== RECORD EXCERPTS ==
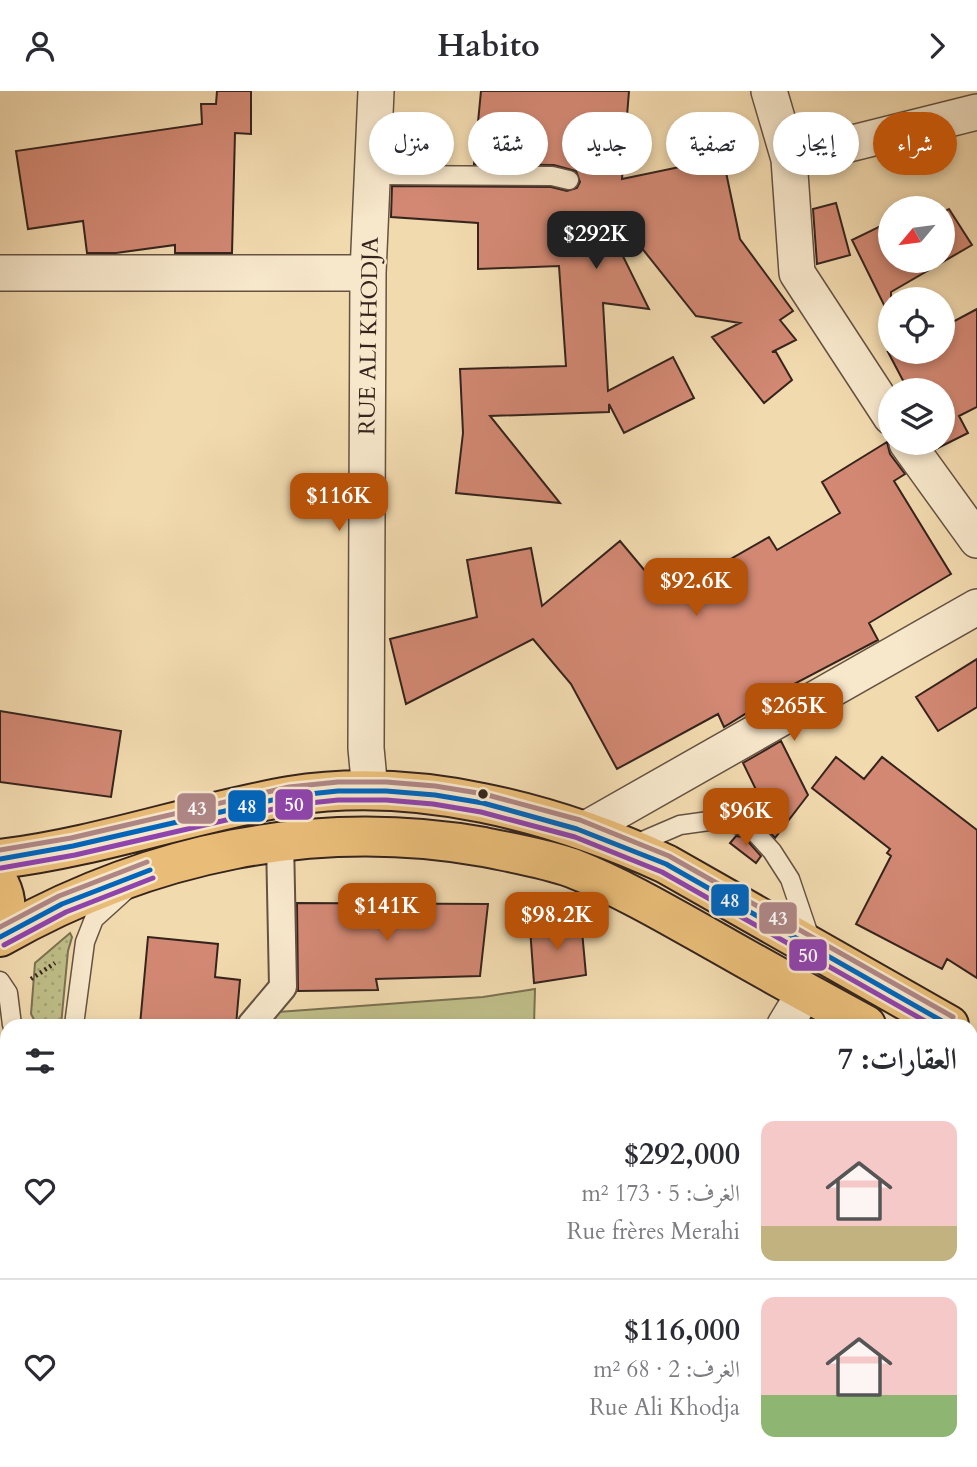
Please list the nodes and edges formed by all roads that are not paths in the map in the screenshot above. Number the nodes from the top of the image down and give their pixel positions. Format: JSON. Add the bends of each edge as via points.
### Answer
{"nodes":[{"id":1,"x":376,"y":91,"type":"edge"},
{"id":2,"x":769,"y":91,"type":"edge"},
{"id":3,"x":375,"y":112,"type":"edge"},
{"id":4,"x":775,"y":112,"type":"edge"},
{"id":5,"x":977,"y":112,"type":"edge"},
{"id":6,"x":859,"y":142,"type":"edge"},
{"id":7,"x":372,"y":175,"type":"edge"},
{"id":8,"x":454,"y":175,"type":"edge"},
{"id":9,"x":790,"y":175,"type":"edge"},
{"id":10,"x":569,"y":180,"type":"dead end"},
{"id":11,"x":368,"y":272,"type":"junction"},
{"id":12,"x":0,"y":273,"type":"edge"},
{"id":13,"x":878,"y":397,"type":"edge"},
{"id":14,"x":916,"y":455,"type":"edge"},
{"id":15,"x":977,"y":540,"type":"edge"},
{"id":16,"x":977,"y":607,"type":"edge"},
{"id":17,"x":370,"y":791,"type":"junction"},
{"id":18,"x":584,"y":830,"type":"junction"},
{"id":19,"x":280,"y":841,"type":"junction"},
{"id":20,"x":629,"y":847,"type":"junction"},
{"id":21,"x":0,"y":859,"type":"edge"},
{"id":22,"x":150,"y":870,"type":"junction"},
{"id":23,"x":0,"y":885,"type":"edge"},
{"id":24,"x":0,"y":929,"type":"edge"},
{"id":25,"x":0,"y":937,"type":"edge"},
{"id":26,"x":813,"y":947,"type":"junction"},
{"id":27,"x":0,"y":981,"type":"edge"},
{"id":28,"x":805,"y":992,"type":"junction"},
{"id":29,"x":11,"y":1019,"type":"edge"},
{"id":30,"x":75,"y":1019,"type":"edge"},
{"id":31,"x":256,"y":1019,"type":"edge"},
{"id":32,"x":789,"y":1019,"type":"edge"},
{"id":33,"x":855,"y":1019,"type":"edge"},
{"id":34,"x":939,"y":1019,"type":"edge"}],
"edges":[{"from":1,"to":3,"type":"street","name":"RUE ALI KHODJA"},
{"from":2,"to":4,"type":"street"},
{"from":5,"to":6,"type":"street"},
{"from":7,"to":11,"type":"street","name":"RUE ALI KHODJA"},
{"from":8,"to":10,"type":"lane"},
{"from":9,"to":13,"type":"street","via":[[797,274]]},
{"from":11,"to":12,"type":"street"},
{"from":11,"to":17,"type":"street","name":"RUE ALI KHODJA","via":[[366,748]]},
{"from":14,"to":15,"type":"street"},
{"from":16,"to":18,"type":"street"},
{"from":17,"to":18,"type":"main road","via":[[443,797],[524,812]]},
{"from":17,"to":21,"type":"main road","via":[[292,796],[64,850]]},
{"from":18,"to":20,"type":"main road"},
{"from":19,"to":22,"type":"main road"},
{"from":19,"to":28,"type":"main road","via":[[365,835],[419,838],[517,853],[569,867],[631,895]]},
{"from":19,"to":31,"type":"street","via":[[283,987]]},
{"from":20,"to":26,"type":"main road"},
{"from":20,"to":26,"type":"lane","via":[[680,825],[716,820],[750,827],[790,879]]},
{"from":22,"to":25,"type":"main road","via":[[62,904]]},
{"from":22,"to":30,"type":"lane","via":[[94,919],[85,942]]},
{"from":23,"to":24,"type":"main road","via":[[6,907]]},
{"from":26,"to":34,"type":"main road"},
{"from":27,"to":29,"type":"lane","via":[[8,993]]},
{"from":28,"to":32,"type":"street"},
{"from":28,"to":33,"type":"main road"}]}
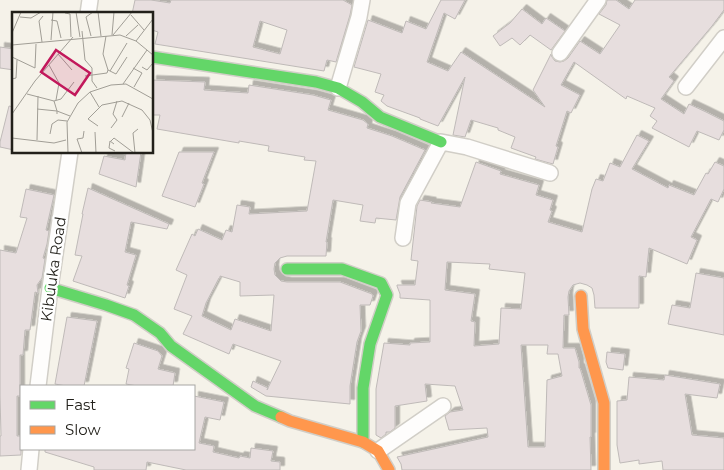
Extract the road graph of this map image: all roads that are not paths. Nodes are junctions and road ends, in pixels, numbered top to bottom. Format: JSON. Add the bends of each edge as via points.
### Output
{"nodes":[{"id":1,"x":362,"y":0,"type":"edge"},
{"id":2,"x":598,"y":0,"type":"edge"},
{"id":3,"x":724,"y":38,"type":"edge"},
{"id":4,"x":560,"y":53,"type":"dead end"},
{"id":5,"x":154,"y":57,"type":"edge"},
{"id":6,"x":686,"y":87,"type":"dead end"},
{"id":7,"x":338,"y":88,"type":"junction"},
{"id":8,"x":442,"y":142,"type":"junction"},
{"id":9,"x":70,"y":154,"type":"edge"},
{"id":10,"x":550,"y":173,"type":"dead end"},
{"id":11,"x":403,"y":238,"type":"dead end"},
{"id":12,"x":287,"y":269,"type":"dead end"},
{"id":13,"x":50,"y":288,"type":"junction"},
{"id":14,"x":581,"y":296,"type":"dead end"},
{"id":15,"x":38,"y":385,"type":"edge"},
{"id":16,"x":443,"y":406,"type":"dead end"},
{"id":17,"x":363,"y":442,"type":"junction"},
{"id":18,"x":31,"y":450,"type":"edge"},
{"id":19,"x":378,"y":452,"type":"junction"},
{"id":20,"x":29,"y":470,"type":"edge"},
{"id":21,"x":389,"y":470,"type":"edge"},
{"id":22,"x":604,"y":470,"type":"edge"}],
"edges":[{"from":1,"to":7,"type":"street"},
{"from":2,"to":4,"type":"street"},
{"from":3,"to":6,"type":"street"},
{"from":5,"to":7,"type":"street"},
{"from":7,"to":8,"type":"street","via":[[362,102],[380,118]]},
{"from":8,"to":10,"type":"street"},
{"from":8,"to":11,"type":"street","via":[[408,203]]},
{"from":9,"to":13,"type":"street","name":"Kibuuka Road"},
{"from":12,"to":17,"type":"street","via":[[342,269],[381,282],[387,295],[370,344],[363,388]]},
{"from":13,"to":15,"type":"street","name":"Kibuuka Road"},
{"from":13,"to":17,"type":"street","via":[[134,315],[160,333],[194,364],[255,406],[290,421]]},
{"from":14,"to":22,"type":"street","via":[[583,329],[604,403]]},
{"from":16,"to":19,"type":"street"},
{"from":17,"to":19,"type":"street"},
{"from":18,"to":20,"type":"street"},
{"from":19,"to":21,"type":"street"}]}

== ASSIGNMENT ==
Could you copy out every line in the listing where the word "paths" appears?

== EXERCISE RESULT ==
Please list the nodes and edges formed by all roads that are not paths in the map in the screenshot above. Number the nodes from the top of the image down and give their pixel positions. Format: JSON. Add the bends of each edge as via points.
Extract the road graph of this map image: all roads that are not paths. Nodes are junctions and road ends, in pixels, numbered top to bottom. Format: JSON. Add the bends of each edge as via points.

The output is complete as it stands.